Solving issues such as ending world hunger by 2030 is estimated to cost $330 billion, something US billionaires alone could afford without any impact on their own lifestyle.
Billionaires clearly do not mind that millions of people are starving, or at least don’t see it as their responsibility. The only solution to the immoral behavior of the world’s super-rich appears to be through strong taxation and an end to the idolatry of the ultra-rich.
Solving global inequality simply requires the political will to do so.
Ending the race to the bottom on tax perks offered to companies and billionaires is a start. Cracking down on tax havens where dictators, multinationals and billionaires alike hide their ill-gotten gains at the tune of hundreds of billions annually, is another.
This issue is nothing new, as at the dawn of our modern calendar the Greek philosopher Plutarch stated that, “an imbalance between rich and poor is the oldest and most fatal ailment of all republics.”
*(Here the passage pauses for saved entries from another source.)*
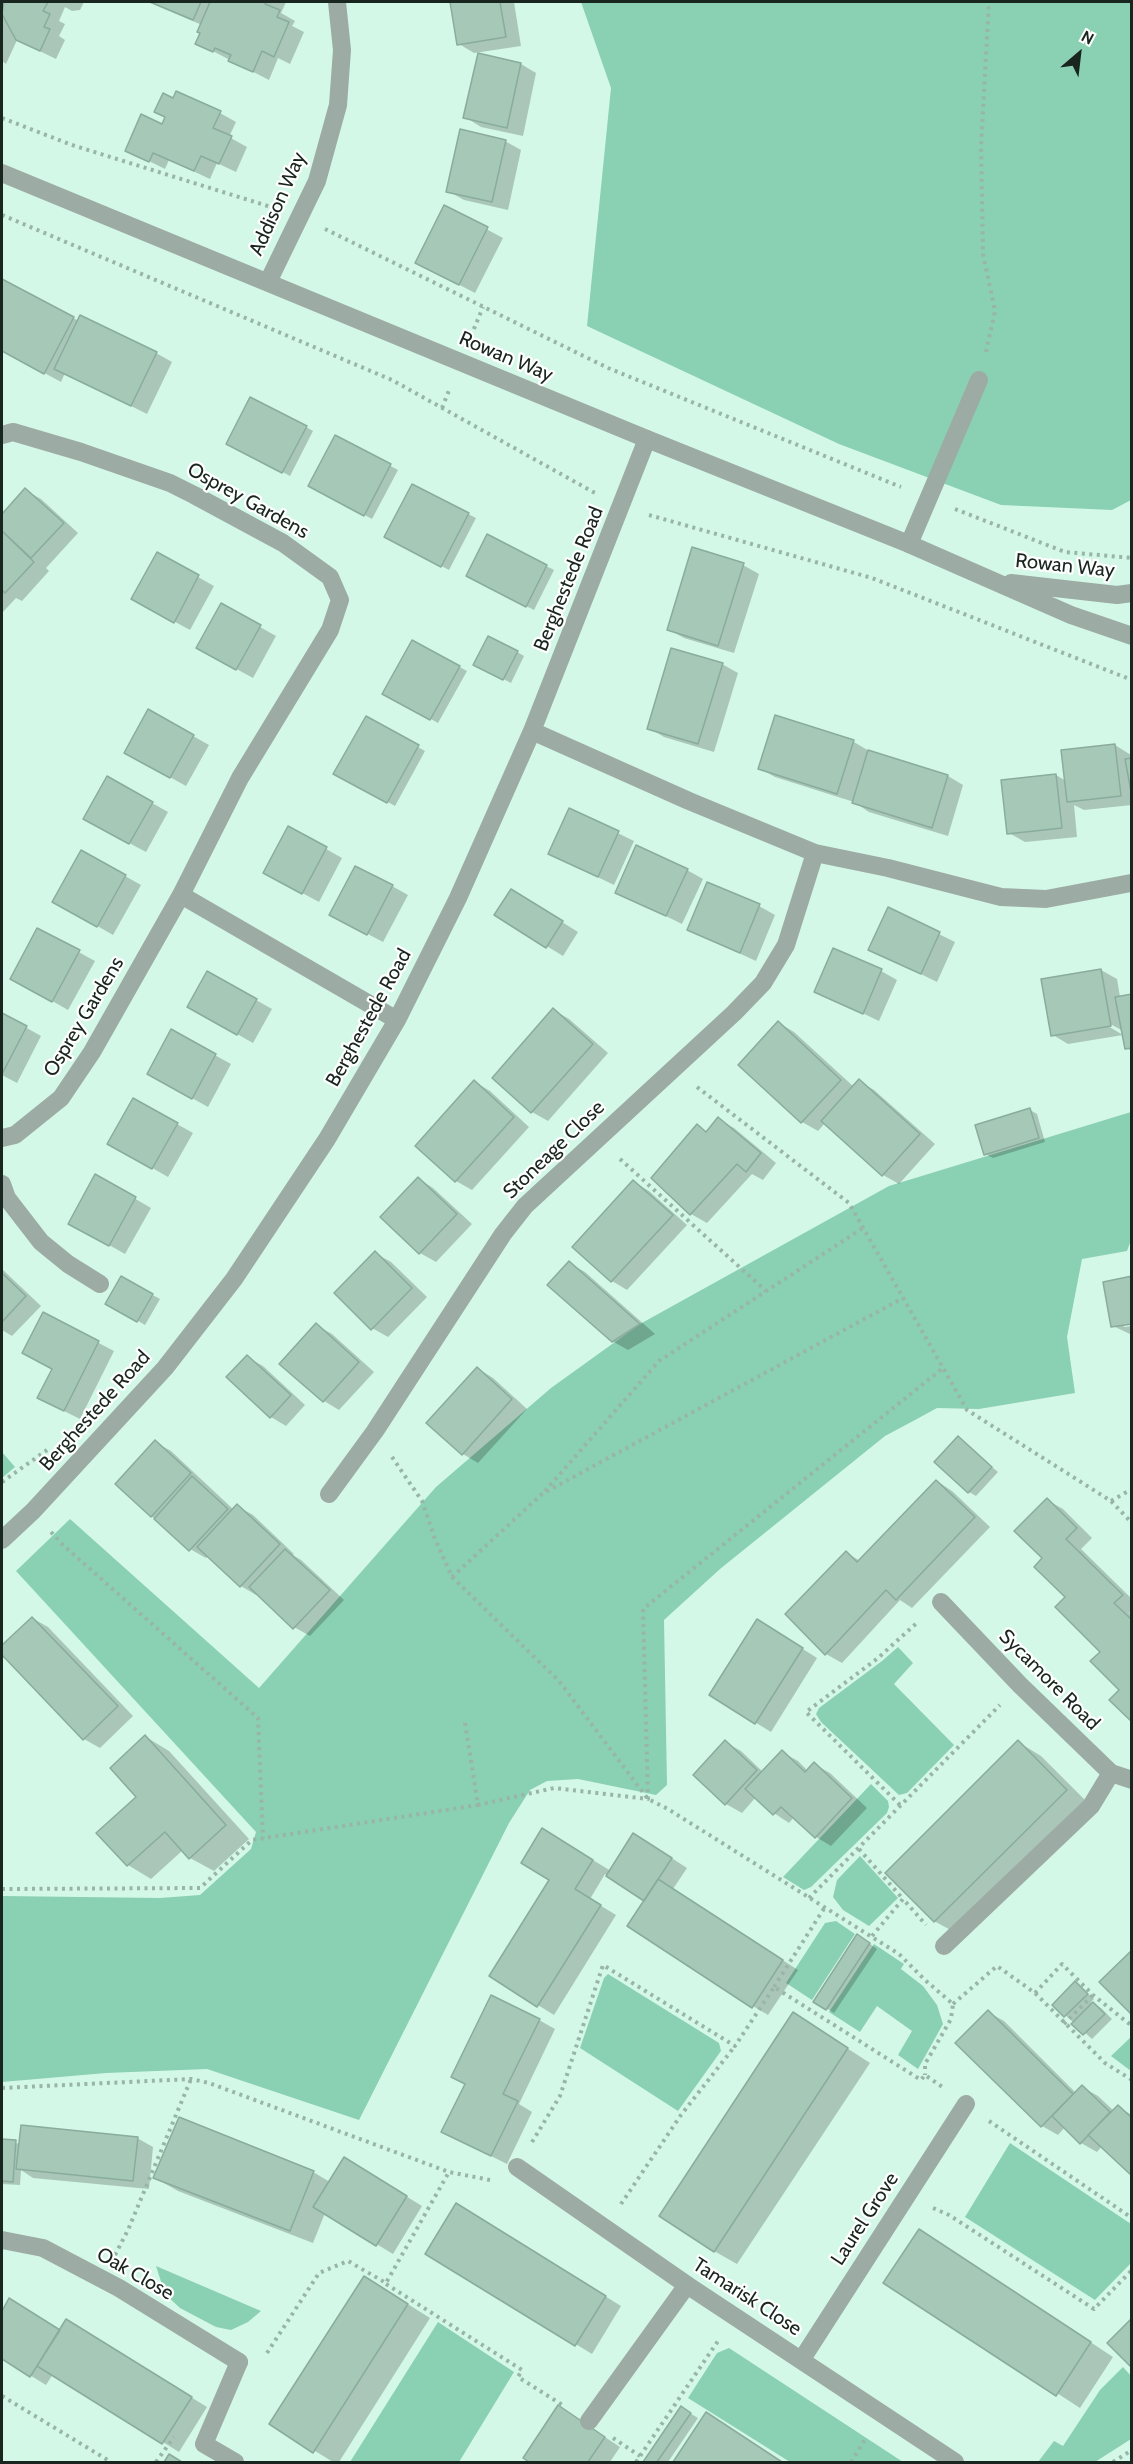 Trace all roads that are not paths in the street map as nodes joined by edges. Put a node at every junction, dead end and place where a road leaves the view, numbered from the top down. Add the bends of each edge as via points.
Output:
1 (337, 2) edge
2 (2, 173) edge
3 (268, 282) junction
4 (979, 380) road end
5 (2, 435) edge
6 (647, 440) junction
7 (909, 544) junction
8 (995, 581) junction
9 (1131, 593) edge
10 (1131, 636) edge
11 (532, 731) junction
12 (815, 853) junction
13 (1131, 882) edge
14 (181, 895) junction
15 (397, 1020) junction
16 (2, 1138) edge
17 (2, 1184) edge
18 (100, 1284) dead end
19 (329, 1494) dead end
20 (2, 1540) edge
21 (941, 1602) road end
22 (1111, 1773) junction
23 (1131, 1780) edge
24 (944, 1946) road end
25 (966, 2104) road end
26 (517, 2167) road end
27 (2, 2240) edge
28 (687, 2285) junction
29 (802, 2359) junction
30 (589, 2421) road end
31 (235, 2463) edge
32 (954, 2463) edge

1 - 3 street, Addison Way via 342,50 338,105 317,181
2 - 3 street, Rowan Way
3 - 6 street, Rowan Way
4 - 7 street
5 - 14 street, Osprey Gardens via 13,432 170,483 283,543 330,577 340,600 330,630 240,778
6 - 7 street, Rowan Way
6 - 11 street, Berghestede Road
7 - 8 street, Rowan Way
8 - 9 street, Rowan Way via 1117,595
8 - 10 street, Rowan Way via 1071,615
11 - 12 street
11 - 15 street, Berghestede Road via 458,898
12 - 13 street via 1001,897 1046,899
12 - 19 street, Stoneage Close via 786,945 763,983 525,1206
14 - 15 street
14 - 16 street, Osprey Gardens via 62,1098 15,1135
15 - 20 street, Berghestede Road via 327,1139 234,1279 165,1368
17 - 18 street via 41,1242
21 - 22 street, Sycamore Road
22 - 23 street, Sycamore Road
22 - 24 street via 1091,1806
25 - 29 street, Laurel Grove
26 - 28 street, Tamarisk Close
27 - 31 street, Oak Close via 42,2248 102,2279 239,2362 204,2444
28 - 29 street, Tamarisk Close
28 - 30 street
29 - 32 street, Tamarisk Close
“Poverty is a political choice,” explained the UN Rapporteur on Extreme Poverty and Human Rights, Philip Alston.
In his 2020 reporting he described the “deceptively positive picture” that has allowed a “decade of misplaced triumphalism.” Any existing poverty in a world of unprecedented wealth is simply a result of “longstanding neglect” by “many governments, economists, and human rights advocates,” according to Alston.